La complicité entre la France et Abidjan se voit dans le comportement de l’armée française sur place. Elle n’a rien fait tant que les forces gouvernementales se sont contentées d’attaquer les rebelles, et ne s’est rappelée de sa mission de « neutralité » que lorsque les missiles de Gbagbo ont commencé à pleuvoir sur les casernes françaises ! Avec la destruction des avions militaires gouvernementaux, en représailles à cette attaque, et l’imposition de l’embargo international sur la Côte d’Ivoire, c’est le retour à la case de départ. Ni le gouvernement ni les rebelles ne sont assez forts pour s’imposer sur l’ensemble du territoire national
Les émeutes « anti-français »
Les causes profondes des pillages et des violences à l’encontre des expatriés français, pendant les jours qui ont suivi les frappes de l’armée française, sont assez évidentes. La baisse régulière du niveau de vie de la population, le chômage de masse, la misère effrayante des bidonvilles, la chute des cours du cacao et la mainmise des entreprises françaises sur les ressources économiques du pays forment la toile de fond des événements qui se déroulent dans le pays. La Côte d’Ivoire est nominalement « indépendant », mais économiquement colonisée. On imagine aisément l’impact psychologique et politique, sur la jeunesse de la Côte d’Ivoire, des mitrailleuses et des hélicoptères de l’ancienne puissance coloniale tirant « dans le tas » des manifestants. Il n’en fallait pas davantage pour pousser une partie de la population, notamment la plus désespérée, à s’en prendre à ceux qui sont à ses yeux - à tort ou à raison - des privilégiés et des exploiteurs.

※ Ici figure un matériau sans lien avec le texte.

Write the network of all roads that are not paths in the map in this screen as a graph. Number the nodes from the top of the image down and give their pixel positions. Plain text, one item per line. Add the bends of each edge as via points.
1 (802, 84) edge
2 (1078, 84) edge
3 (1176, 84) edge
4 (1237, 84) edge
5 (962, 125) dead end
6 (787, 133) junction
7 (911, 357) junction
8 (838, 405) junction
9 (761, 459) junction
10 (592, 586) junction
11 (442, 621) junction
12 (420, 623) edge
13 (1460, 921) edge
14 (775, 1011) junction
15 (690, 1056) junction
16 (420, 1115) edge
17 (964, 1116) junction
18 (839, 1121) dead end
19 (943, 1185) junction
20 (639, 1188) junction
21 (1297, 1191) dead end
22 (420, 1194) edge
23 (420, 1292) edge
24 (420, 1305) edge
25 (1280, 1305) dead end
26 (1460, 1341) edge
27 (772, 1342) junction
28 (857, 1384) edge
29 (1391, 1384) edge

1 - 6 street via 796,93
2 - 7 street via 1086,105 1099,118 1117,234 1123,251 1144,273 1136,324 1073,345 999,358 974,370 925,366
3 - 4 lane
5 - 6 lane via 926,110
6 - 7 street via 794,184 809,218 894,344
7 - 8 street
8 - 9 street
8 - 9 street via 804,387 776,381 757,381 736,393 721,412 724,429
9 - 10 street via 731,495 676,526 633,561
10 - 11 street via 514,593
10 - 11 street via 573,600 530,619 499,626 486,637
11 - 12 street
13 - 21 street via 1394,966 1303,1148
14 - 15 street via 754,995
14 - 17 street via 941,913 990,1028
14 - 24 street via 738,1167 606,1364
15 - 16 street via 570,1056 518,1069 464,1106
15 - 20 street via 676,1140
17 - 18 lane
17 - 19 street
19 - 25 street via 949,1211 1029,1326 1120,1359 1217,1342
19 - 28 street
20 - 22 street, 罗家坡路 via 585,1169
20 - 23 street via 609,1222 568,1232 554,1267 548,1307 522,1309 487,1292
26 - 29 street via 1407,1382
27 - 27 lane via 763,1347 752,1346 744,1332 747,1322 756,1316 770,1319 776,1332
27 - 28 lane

Manœuvres impérialistes en Afrique
L’échec de l’intervention militaire française en Côte d’Ivoire est une nouvelle preuve de l’affaiblissement du capitalisme français sur la scène internationale - au profit, notamment, des Etats-Unis. La France ne veut absolument pas perdre son influence en Côte d’Ivoire, qui sert de point de rayonnement vers toutes ses anciennes colonies de l’Afrique de l’ouest. Mais la situation lui échappe, et l’évolution prochaine du conflit dans le pays risque fort de la placer devant un choix semblable à celui des Américains en Irak, qui sont intervenus militairement pour sauvegarder leurs intérêts économiques et stratégiques. Soit l’impérialisme français abandonnera la partie, soit il pourrait être progressivement entraîné, par la logique même des événements, dans une guerre « coloniale » non déclarée, et se retrouverait complice de massacres ethniques - comme ce fut le cas au Rwanda dans les années 90.